Winterland, San Francisco, CA, 12/31/77 is an album by the country rock band the New Riders of the Purple Sage. It was recorded live on December 31, 1977, at the Winterland Ballroom in San Francisco, California. It was released on April 16, 2009. It was the sixth complete New Riders concert that was recorded in the 1970s and released in the 2000s as an album on the Kufala Recordings label.

==New Year's Eve at Winterland==

On Tuesday, Thursday, Friday, and Saturday, December 27, 29, 30, and 31, 1977, the Grateful Dead performed at Winterland, in a run of concerts promoted by Bill Graham. Their opening act on New Year's Eve was the New Riders of the Purple Sage. During 1970 and 1971, the New Riders had often opened for the Dead, but this was the first time they had done so in the San Francisco Bay Area, their home territory, since the summer of 1974.

At the time of this concert, the New Riders' lineup consisted of John Dawson on guitar and vocals, David Nelson on guitar and vocals, Buddy Cage on pedal steel guitar, Stephen Love on bass and vocals, and Patrick Shanahan on drums.

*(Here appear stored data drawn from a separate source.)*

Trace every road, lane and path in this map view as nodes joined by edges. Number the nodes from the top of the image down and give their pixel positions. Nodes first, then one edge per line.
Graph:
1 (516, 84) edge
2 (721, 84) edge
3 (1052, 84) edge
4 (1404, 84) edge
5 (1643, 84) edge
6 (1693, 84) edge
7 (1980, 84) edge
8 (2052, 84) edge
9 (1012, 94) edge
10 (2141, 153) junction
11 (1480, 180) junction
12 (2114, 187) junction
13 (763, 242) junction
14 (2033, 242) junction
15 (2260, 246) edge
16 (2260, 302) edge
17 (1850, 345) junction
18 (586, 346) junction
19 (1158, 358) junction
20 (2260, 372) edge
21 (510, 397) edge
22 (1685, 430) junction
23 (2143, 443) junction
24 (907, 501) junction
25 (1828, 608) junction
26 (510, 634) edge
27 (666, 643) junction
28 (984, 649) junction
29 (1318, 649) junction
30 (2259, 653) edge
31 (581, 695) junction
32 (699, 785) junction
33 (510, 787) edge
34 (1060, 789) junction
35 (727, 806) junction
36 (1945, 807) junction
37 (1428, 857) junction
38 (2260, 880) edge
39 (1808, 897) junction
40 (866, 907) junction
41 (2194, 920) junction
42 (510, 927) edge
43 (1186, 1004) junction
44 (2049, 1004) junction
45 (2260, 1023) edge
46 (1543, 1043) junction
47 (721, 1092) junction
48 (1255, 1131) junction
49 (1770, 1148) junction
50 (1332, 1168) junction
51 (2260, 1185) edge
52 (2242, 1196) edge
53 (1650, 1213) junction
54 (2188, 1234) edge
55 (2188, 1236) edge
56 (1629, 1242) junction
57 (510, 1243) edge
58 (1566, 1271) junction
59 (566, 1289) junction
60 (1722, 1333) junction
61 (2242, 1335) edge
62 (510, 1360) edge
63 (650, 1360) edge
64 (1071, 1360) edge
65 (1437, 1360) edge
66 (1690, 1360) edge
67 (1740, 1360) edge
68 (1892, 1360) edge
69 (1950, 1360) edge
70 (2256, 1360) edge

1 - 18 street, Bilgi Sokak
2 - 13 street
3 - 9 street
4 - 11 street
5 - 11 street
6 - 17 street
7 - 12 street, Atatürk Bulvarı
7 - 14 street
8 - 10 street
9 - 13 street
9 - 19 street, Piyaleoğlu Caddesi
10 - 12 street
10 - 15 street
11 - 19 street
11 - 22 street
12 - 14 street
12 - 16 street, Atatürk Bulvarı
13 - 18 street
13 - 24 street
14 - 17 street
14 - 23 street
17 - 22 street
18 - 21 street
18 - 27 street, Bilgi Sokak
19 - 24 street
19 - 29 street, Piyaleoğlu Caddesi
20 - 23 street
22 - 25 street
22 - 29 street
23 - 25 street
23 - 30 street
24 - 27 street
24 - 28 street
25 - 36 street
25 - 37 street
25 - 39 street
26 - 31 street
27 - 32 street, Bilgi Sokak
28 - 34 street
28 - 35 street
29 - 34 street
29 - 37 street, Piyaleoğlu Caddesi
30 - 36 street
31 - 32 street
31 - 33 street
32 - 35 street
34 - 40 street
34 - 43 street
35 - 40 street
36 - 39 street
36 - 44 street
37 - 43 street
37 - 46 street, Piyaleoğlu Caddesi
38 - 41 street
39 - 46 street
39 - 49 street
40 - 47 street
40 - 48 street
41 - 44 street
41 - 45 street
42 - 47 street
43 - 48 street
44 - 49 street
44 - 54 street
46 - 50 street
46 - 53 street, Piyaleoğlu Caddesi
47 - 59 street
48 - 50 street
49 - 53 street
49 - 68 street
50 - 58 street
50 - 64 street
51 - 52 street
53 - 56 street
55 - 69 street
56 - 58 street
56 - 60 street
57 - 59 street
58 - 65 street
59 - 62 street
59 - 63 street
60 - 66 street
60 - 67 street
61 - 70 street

Dawson and Nelson had co-founded NRPS with Jerry Garcia in 1969. Cage had replaced Garcia on pedal steel when Garcia left the band in 1971. First Love, and then Shanahan, had joined the New Riders more recently; both were former members of Rick Nelson's Stone Canyon Band. Earlier in 1977 this lineup had released the studio album Marin County Line.

Most of the December 29 Grateful Dead concert, along with a few songs from December 30, was released as the album Dick's Picks Volume 10.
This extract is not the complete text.